---------- Exercise materials

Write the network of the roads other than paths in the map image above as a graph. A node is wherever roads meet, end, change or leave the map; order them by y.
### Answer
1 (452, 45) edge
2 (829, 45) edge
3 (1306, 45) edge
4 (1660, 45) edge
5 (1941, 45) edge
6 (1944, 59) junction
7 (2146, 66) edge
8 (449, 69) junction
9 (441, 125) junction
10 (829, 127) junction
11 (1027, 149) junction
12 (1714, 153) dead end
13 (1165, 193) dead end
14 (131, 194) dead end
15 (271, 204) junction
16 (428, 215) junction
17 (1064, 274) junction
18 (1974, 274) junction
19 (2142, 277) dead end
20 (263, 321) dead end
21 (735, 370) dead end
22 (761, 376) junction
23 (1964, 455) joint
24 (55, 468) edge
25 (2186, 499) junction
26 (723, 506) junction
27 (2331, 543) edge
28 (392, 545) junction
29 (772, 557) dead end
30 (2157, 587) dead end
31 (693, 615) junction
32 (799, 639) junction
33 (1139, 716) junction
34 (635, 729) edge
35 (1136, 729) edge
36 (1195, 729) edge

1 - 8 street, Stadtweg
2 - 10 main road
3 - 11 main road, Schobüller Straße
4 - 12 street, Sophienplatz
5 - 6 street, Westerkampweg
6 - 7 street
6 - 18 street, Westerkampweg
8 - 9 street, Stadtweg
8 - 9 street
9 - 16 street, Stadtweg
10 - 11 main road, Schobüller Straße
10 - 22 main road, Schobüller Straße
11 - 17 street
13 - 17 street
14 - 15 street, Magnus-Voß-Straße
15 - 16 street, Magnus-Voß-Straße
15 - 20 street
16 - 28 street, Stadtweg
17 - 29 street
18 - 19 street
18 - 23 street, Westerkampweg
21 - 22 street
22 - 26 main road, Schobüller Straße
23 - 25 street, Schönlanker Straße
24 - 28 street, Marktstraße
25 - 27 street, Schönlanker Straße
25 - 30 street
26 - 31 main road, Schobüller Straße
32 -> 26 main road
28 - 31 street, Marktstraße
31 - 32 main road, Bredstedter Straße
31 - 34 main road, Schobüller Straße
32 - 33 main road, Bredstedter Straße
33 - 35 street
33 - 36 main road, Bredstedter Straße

--------------------

• **What you should do**
Looking at the records above, tally the lines holding "main" and reply with that number only.

• **Exercise result**
11